Lauren MacLean discusses the divergent paths of democratization in neighboring Ghana and Cote d’Ivoire. Why has Ghana turned over power to the opposition in peaceful, competitive elections while Cote d’Ivoire has been wracked with ethno-regional civil war? Rather than focus on the roles of international mediators and national political elites, she will take us to rural villages in very similar regions on either side of the border for an analysis of everyday politics at the grassroots. Based on eighteen months of survey research and in-depth interviews at the village level, her findings point to the key role of changing informal institutions of reciprocity (that is, the way village residents exchange help with their families, friends and neighbors) in shaping differences in indigenous notions of citizenship and political participation in neighboring Ghana and Cote d’Ivoire.

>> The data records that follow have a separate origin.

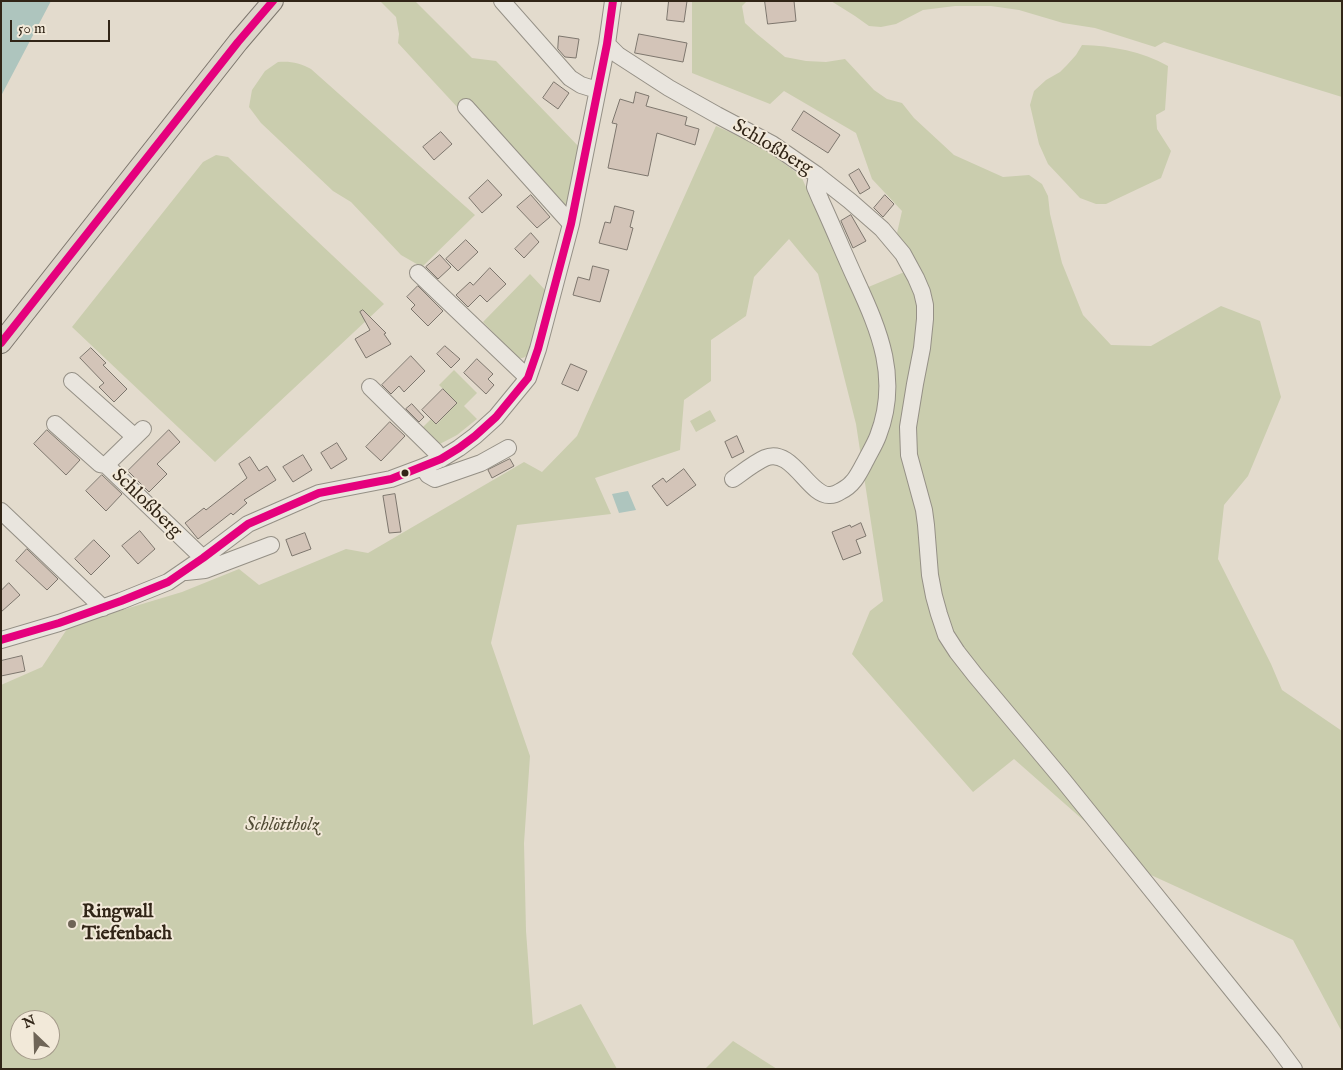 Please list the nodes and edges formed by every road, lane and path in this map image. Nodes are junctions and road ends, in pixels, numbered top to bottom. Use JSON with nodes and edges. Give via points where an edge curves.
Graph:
{"nodes":[{"id":1,"x":273,"y":1,"type":"edge"},
{"id":2,"x":502,"y":1,"type":"edge"},
{"id":3,"x":612,"y":1,"type":"edge"},
{"id":4,"x":607,"y":44,"type":"junction"},
{"id":5,"x":597,"y":90,"type":"junction"},
{"id":6,"x":466,"y":107,"type":"dead end"},
{"id":7,"x":816,"y":175,"type":"junction"},
{"id":8,"x":571,"y":224,"type":"junction"},
{"id":9,"x":418,"y":273,"type":"dead end"},
{"id":10,"x":1,"y":343,"type":"edge"},
{"id":11,"x":528,"y":378,"type":"junction"},
{"id":12,"x":72,"y":381,"type":"dead end"},
{"id":13,"x":370,"y":387,"type":"dead end"},
{"id":14,"x":55,"y":424,"type":"dead end"},
{"id":15,"x":508,"y":448,"type":"dead end"},
{"id":16,"x":441,"y":459,"type":"junction"},
{"id":17,"x":106,"y":465,"type":"junction"},
{"id":18,"x":423,"y":467,"type":"junction"},
{"id":19,"x":733,"y":479,"type":"dead end"},
{"id":20,"x":1,"y":511,"type":"edge"},
{"id":21,"x":271,"y":545,"type":"dead end"},
{"id":22,"x":203,"y":558,"type":"junction"},
{"id":23,"x":182,"y":573,"type":"junction"},
{"id":24,"x":103,"y":608,"type":"junction"},
{"id":25,"x":1,"y":640,"type":"edge"},
{"id":26,"x":1294,"y":1069,"type":"edge"}],
"edges":[{"from":1,"to":10,"type":"main road"},
{"from":2,"to":5,"type":"street","via":[[570,78]]},
{"from":3,"to":4,"type":"street"},
{"from":4,"to":5,"type":"street"},
{"from":4,"to":7,"type":"street","name":"Schloßberg","via":[[668,88],[772,144]]},
{"from":5,"to":8,"type":"street"},
{"from":6,"to":8,"type":"street"},
{"from":7,"to":19,"type":"street","via":[[815,187],[878,331],[887,370],[887,394],[878,437],[854,481],[847,488],[830,495],[817,490],[792,465],[771,456]]},
{"from":7,"to":26,"type":"street","name":"Schloßberg","via":[[882,229],[902,254],[922,292],[925,324],[908,428],[909,455],[924,510],[934,596],[946,635]]},
{"from":8,"to":11,"type":"street"},
{"from":9,"to":11,"type":"street"},
{"from":11,"to":16,"type":"street","via":[[489,424]]},
{"from":12,"to":17,"type":"street","name":"Schloßberg","via":[[138,433]]},
{"from":13,"to":16,"type":"street"},
{"from":14,"to":17,"type":"street","via":[[100,464]]},
{"from":15,"to":18,"type":"street","via":[[481,463],[436,479]]},
{"from":16,"to":18,"type":"street"},
{"from":17,"to":22,"type":"street","name":"Schloßberg"},
{"from":18,"to":22,"type":"street","via":[[391,479],[318,493],[248,524]]},
{"from":20,"to":24,"type":"street"},
{"from":21,"to":23,"type":"street","via":[[205,570]]},
{"from":22,"to":23,"type":"street"},
{"from":23,"to":24,"type":"street","via":[[168,582]]},
{"from":24,"to":25,"type":"street"}]}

This program was made possible by the generosity of Ms. Eloise Briskin and sponored by the Center for Policy Studies at the Case Western Reserve University

Additional Information About Our Guest

Lauren M. MacLean is an assistant professor of political science at Indiana University. MacLean’s research interests focus on the politics of state formation, social welfare and citizenship in Africa and in American Indian/Alaska Native communities in the U.S. She earned her Ph.D. in 2002 from the Department of Political Science at the University of California at Berkeley and then completed a Robert Wood Johnson Foundation Scholars in Health Policy post-doctoral fellowship at the University of Michigan (2002–2004). She has a book entitled Informal Institutions and Citizenship in Rural Africa: Risk and Reciprocity in Ghana and Cote d’Ivoire (Cambridge University Press) and several articles published and forthcoming in Comparative Political Studies, Comparative Studies in Society and History, the International Journal of Public Administration, the Journal of Modern African Studies, Studies in Comparative International Development and World Development. MacLean is currently co-authoring a book, Field Research in Political Science, with Diana Kapiszewski and Ben Read (under contract with Cambridge University Press) and co-editing a volume, The Politics of Non-State Social Welfare Provision in the Global South, with Melani Cammett.